Mami Mizutori (水鳥 真美, Mizutori Mami) is a Japanese diplomat. She has been the Assistant Secretary-General and Special Representative of the Secretary-General for Disaster Risk Reduction in the United Nations Office for Disaster Risk Reduction (UNDRR, formerly UNISDR) since March 2018.

==Early life and education==
Mizutori earned a degree in law from Hitotsubashi University and a diploma in International Studies from the Diplomatic School of Spain.

==Career==
After graduation, Mizutori joined the Japanese Ministry of Foreign Affairs, where she worked for twenty-seven years, serving among other positions as Budget Director, Director of the United Nations Policy Division, the National Security Policy Division, and the Status of US Forces Agreement Division and Director of the Japan Information and Culture Centre at the Japanese Embassy in London. In 2011, Mizutori became Executive Director of the Sainsbury Institute for the Study of Japanese Arts and Cultures at the University of East Anglia, in England.
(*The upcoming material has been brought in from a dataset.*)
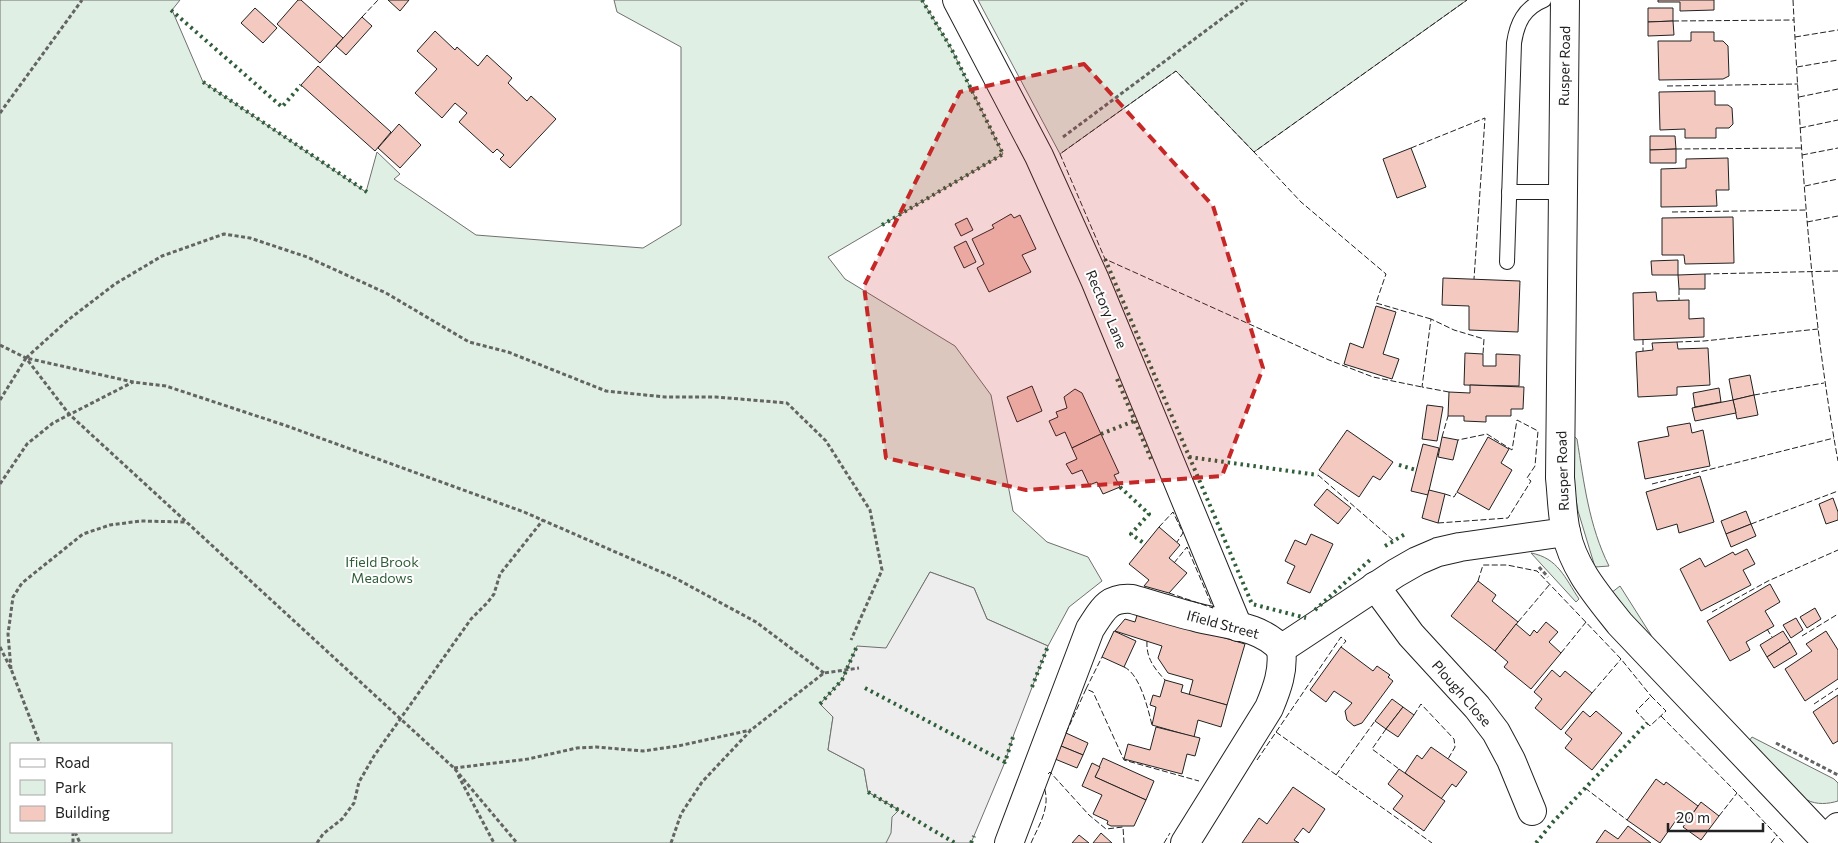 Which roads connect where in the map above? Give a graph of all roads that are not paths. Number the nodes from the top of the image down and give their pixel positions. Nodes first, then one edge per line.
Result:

She has also taught courses at Ritsumeikan Asia Pacific University and Waseda University, has been published and advised think tanks on current affairs, and is a member of the UK-Japan 21st Century Group, which makes annual recommendations to the Prime Ministers of the two countries.

On 1 March 2018 Mizutori succeeded Robert Glasser as Special Representative of the United Nations Secretary-General for Disaster Risk Reduction and head of the United Nations Office for Disaster Risk Reduction (UNDRR, formerly UNISDR).

==Personal life==
Mizutori is married to Barak Kushner, Reader in modern Japanese history at the University of Cambridge.